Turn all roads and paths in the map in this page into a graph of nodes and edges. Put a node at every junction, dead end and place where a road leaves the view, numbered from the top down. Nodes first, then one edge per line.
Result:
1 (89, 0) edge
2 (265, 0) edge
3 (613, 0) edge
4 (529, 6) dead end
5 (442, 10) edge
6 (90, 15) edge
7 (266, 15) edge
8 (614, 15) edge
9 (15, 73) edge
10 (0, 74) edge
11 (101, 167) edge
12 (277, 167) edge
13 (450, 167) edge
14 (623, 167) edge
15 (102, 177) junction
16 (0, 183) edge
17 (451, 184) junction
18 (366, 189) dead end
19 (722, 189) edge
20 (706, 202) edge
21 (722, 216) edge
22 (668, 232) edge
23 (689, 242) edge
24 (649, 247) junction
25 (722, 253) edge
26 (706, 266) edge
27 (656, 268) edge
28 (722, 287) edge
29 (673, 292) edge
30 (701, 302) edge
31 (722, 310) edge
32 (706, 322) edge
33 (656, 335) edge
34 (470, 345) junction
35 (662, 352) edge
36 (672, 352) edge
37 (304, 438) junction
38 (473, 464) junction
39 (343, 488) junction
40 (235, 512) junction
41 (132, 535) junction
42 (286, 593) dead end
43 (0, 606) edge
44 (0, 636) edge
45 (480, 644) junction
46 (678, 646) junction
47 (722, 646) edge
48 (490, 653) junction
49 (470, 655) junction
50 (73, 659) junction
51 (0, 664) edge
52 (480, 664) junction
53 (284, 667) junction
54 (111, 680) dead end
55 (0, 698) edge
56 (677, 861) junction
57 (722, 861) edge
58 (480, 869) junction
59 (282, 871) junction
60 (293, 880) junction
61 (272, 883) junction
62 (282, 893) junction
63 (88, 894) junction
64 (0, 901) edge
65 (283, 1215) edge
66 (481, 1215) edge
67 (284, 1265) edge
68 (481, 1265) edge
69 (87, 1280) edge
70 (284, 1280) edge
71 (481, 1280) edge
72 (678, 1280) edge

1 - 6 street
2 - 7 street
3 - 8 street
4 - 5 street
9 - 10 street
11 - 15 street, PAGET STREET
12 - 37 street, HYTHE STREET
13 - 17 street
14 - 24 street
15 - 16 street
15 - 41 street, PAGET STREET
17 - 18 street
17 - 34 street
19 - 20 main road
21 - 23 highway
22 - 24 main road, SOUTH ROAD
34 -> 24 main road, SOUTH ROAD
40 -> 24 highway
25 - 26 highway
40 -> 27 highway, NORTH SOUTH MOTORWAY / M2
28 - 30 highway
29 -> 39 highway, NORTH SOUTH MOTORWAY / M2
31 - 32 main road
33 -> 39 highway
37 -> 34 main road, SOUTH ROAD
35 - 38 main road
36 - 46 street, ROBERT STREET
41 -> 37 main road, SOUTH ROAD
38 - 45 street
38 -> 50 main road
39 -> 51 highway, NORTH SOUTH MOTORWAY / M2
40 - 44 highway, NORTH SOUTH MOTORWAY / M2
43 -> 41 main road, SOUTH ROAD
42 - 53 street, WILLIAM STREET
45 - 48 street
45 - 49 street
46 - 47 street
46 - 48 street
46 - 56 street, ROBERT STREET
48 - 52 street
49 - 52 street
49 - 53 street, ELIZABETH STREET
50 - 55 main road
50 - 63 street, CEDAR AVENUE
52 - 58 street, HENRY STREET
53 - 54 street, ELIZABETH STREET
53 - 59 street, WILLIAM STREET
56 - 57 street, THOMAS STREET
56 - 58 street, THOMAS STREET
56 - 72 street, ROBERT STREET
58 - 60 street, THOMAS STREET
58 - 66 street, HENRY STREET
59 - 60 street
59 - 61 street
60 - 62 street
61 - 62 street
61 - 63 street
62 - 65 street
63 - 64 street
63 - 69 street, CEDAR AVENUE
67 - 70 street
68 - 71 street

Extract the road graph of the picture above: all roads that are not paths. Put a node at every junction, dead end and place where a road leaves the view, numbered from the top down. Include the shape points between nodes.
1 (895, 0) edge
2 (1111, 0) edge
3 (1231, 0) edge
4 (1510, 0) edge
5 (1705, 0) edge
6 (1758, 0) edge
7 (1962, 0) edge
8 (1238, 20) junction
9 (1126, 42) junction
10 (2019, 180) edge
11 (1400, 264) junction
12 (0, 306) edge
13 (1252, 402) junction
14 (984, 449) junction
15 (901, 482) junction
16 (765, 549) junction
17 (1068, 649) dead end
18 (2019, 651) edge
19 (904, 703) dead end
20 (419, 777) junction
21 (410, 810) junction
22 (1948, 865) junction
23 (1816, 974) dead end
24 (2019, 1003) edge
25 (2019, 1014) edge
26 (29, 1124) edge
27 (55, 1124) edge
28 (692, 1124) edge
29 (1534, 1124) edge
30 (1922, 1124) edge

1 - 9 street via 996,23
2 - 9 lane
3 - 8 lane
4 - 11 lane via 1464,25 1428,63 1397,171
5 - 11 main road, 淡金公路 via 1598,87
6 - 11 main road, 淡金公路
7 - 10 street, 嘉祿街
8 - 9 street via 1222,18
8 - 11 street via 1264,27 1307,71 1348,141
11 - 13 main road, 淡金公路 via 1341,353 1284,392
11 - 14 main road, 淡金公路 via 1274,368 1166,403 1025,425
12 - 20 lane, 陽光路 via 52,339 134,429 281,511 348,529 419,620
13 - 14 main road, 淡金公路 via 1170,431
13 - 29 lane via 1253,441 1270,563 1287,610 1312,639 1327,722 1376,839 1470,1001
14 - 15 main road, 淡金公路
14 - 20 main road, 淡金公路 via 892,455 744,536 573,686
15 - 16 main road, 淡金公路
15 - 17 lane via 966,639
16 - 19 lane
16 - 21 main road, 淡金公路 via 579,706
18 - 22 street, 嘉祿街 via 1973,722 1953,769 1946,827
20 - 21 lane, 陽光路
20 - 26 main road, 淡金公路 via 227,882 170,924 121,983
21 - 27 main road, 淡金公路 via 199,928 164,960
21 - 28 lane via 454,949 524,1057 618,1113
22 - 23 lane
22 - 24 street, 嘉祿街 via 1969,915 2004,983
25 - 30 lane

Task prompt |
Among the lines of the listing above, which ones contain the word "numbered"? Show them.

Written answer |
Turn all roads and paths in the map in this page into a graph of nodes and edges. Put a node at every junction, dead end and place where a road leaves the view, numbered from the top down. Nodes first, then one edge per line.
Extract the road graph of the picture above: all roads that are not paths. Put a node at every junction, dead end and place where a road leaves the view, numbered from the top down. Include the shape points between nodes.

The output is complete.